[What the task requires]:
Your task is to return the span of lines beginning at the one with "thumb tip: (1185, 575)" and ending at the last line of the data, exactly as it stands.

Dataset entries:

::::::::

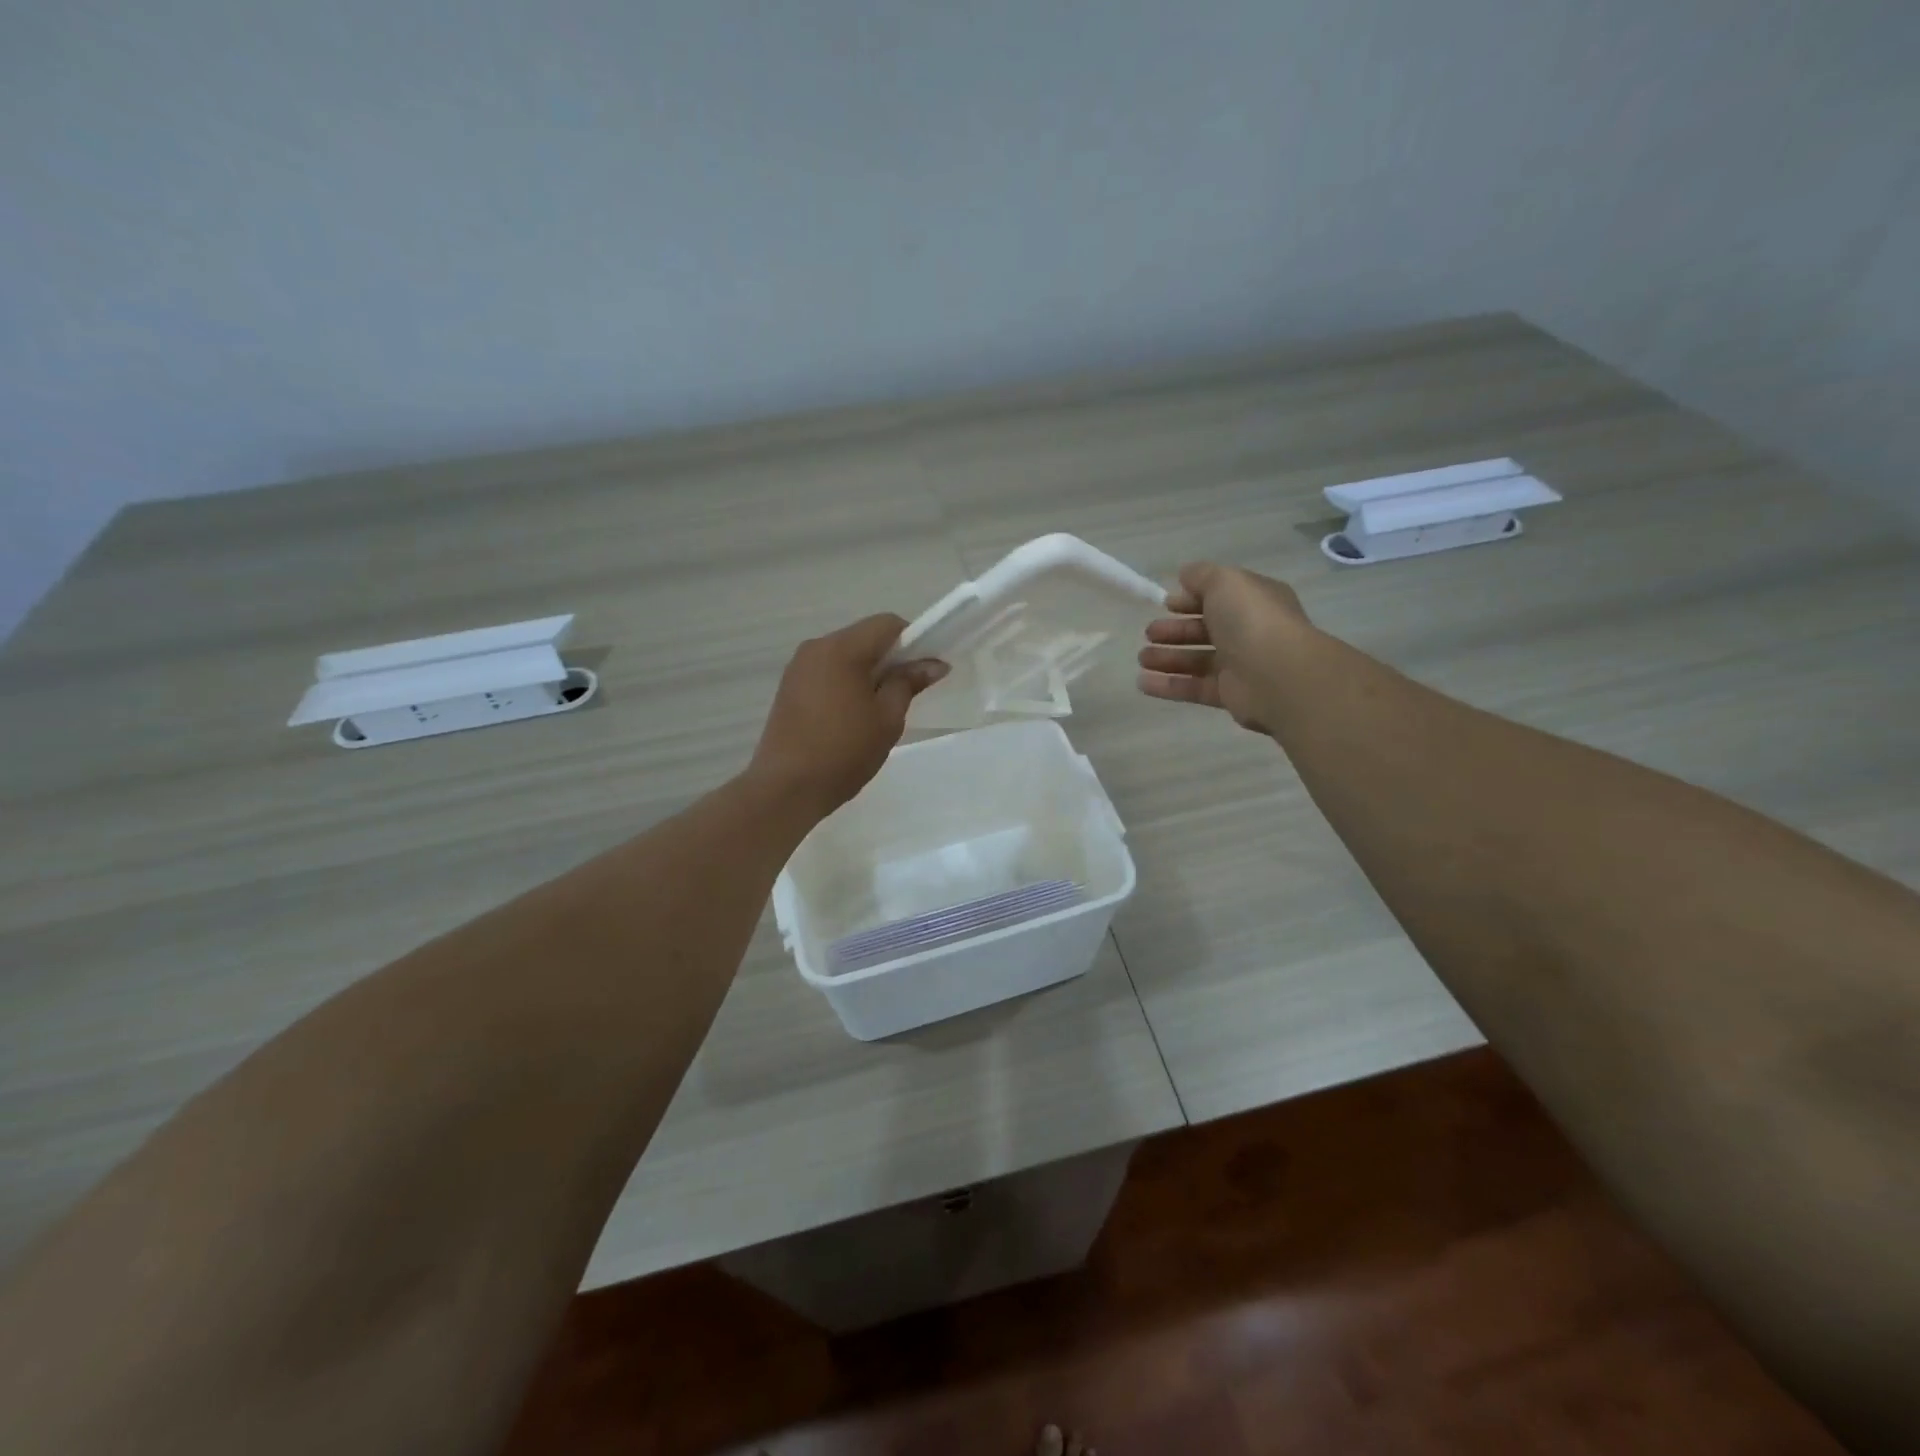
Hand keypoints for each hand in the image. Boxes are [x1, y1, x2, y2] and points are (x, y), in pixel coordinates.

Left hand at [750, 614, 948, 817]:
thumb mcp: (887, 718)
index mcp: (841, 648)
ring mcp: (797, 668)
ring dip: (867, 673)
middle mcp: (815, 647)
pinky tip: (849, 718)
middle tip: (904, 695)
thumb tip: (934, 664)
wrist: (786, 788)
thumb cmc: (844, 751)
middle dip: (889, 659)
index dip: (913, 642)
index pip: (887, 624)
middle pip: (864, 638)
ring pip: (844, 656)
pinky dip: (845, 684)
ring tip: (875, 712)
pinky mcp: (788, 688)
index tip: (923, 672)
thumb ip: (909, 683)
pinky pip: (826, 673)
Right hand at [1137, 563, 1314, 732]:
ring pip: (1197, 660)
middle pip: (1205, 630)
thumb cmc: (1252, 620)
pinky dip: (1168, 685)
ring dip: (1167, 658)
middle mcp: (1248, 632)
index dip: (1192, 599)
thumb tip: (1185, 575)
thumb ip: (1202, 576)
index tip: (1166, 604)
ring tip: (1142, 658)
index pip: (1219, 597)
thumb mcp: (1225, 582)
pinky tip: (1143, 683)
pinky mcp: (1229, 695)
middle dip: (1175, 631)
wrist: (1278, 674)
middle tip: (1149, 633)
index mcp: (1253, 601)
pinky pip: (1194, 688)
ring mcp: (1240, 665)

::::::::

[Result below]:
thumb tip: (1185, 575)
thumb ip: (1202, 576)
index tip: (1166, 604)
ring tip: (1142, 658)
index pip: (1219, 597)
thumb mcp: (1225, 582)
pinky tip: (1143, 683)
pinky mcp: (1229, 695)
middle dip: (1175, 631)
wrist: (1278, 674)
middle tip: (1149, 633)
index mcp: (1253, 601)
pinky pip: (1194, 688)
ring mcp: (1240, 665)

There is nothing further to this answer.